# TASK DETAILS
Your reply should consist of the entries, copied exactly and stripped of images.

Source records
____

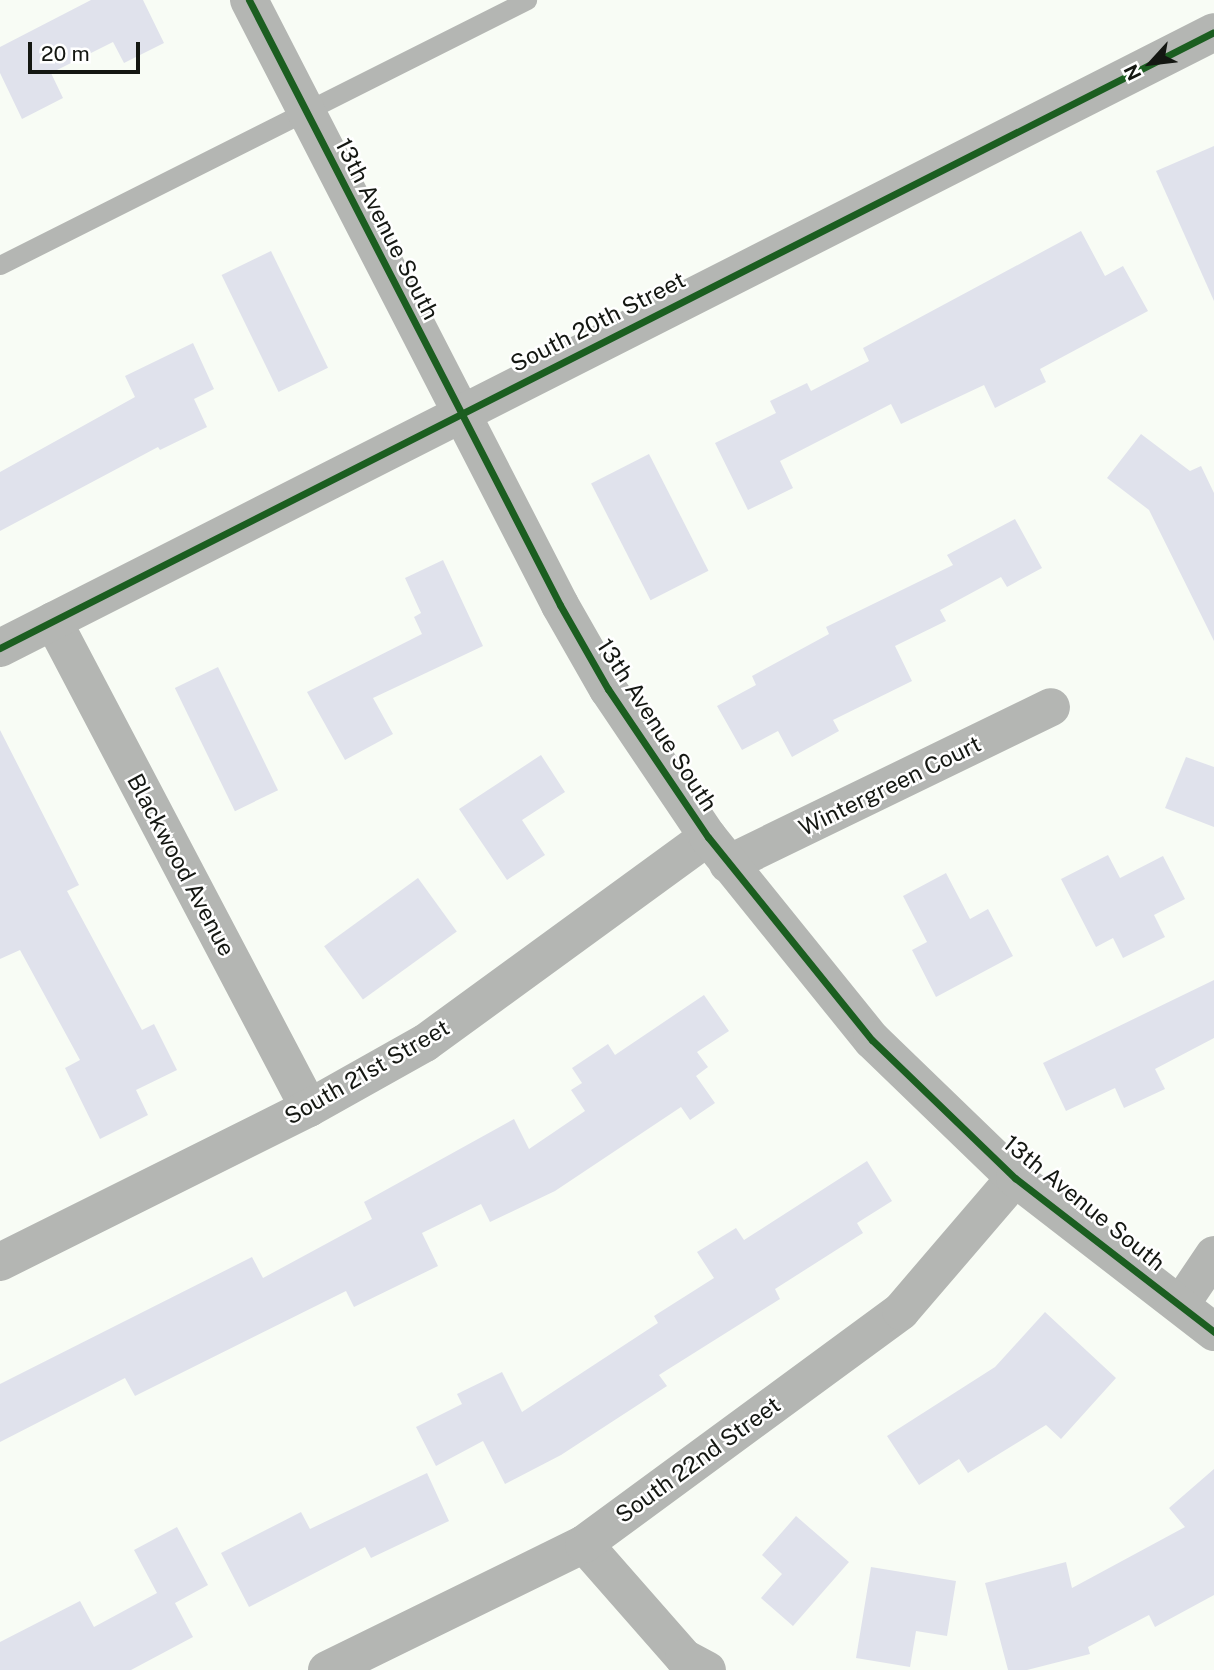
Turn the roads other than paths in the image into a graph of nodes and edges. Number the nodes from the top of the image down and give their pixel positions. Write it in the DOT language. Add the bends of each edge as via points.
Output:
graph roads {
  1 [pos="249,0"];
  2 [pos="527,0"];
  3 [pos="1214,32"];
  4 [pos="306,111"];
  5 [pos="0,265"];
  6 [pos="460,414"];
  7 [pos="53,621"];
  8 [pos="0,648"];
  9 [pos="1051,708"];
  10 [pos="718,850"];
  11 [pos="309,1108"];
  12 [pos="1015,1178"];
  13 [pos="1214,1255"];
  14 [pos="0,1262"];
  15 [pos="1181,1304"];
  16 [pos="1214,1332"];
  17 [pos="584,1544"];
  18 [pos="327,1670"];
  19 [pos="707,1670"];
  1 -- 4 [label="street, 13th Avenue South"];
  2 -- 4 [label="lane"];
  3 -- 6 [label="street, South 20th Street"];
  4 -- 5 [label="lane"];
  4 -- 6 [label="street, 13th Avenue South"];
  6 -- 7 [label="street, South 20th Street"];
  6 -- 10 [label="street, 13th Avenue South" via="608,689"];
  7 -- 8 [label="street, South 20th Street"];
  7 -- 11 [label="street, Blackwood Avenue"];
  9 -- 10 [label="street, Wintergreen Court"];
  10 -- 11 [label="street, South 21st Street" via="425,1043"];
  10 -- 12 [label="street, 13th Avenue South" via="872,1040"];
  11 -- 14 [label="street, South 21st Street"];
  12 -- 15 [label="street, 13th Avenue South"];
  12 -- 17 [label="street, South 22nd Street" via="901,1311"];
  13 -- 15 [label="street"];
  15 -- 16 [label="street, 13th Avenue South"];
  17 -- 18 [label="street, South 22nd Street"];
  17 -- 19 [label="street" via="684,1658"];
}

____

# TASK RESPONSE
Turn the roads other than paths in the image into a graph of nodes and edges. Number the nodes from the top of the image down and give their pixel positions. Write it in the DOT language. Add the bends of each edge as via points.
Output:
graph roads {
  1 [pos="249,0"];
  2 [pos="527,0"];
  3 [pos="1214,32"];
  4 [pos="306,111"];
  5 [pos="0,265"];
  6 [pos="460,414"];
  7 [pos="53,621"];
  8 [pos="0,648"];
  9 [pos="1051,708"];
  10 [pos="718,850"];
  11 [pos="309,1108"];
  12 [pos="1015,1178"];
  13 [pos="1214,1255"];
  14 [pos="0,1262"];
  15 [pos="1181,1304"];
  16 [pos="1214,1332"];
  17 [pos="584,1544"];
  18 [pos="327,1670"];
  19 [pos="707,1670"];
  1 -- 4 [label="street, 13th Avenue South"];
  2 -- 4 [label="lane"];
  3 -- 6 [label="street, South 20th Street"];
  4 -- 5 [label="lane"];
  4 -- 6 [label="street, 13th Avenue South"];
  6 -- 7 [label="street, South 20th Street"];
  6 -- 10 [label="street, 13th Avenue South" via="608,689"];
  7 -- 8 [label="street, South 20th Street"];
  7 -- 11 [label="street, Blackwood Avenue"];
  9 -- 10 [label="street, Wintergreen Court"];
  10 -- 11 [label="street, South 21st Street" via="425,1043"];
  10 -- 12 [label="street, 13th Avenue South" via="872,1040"];
  11 -- 14 [label="street, South 21st Street"];
  12 -- 15 [label="street, 13th Avenue South"];
  12 -- 17 [label="street, South 22nd Street" via="901,1311"];
  13 -- 15 [label="street"];
  15 -- 16 [label="street, 13th Avenue South"];
  17 -- 18 [label="street, South 22nd Street"];
  17 -- 19 [label="street" via="684,1658"];
}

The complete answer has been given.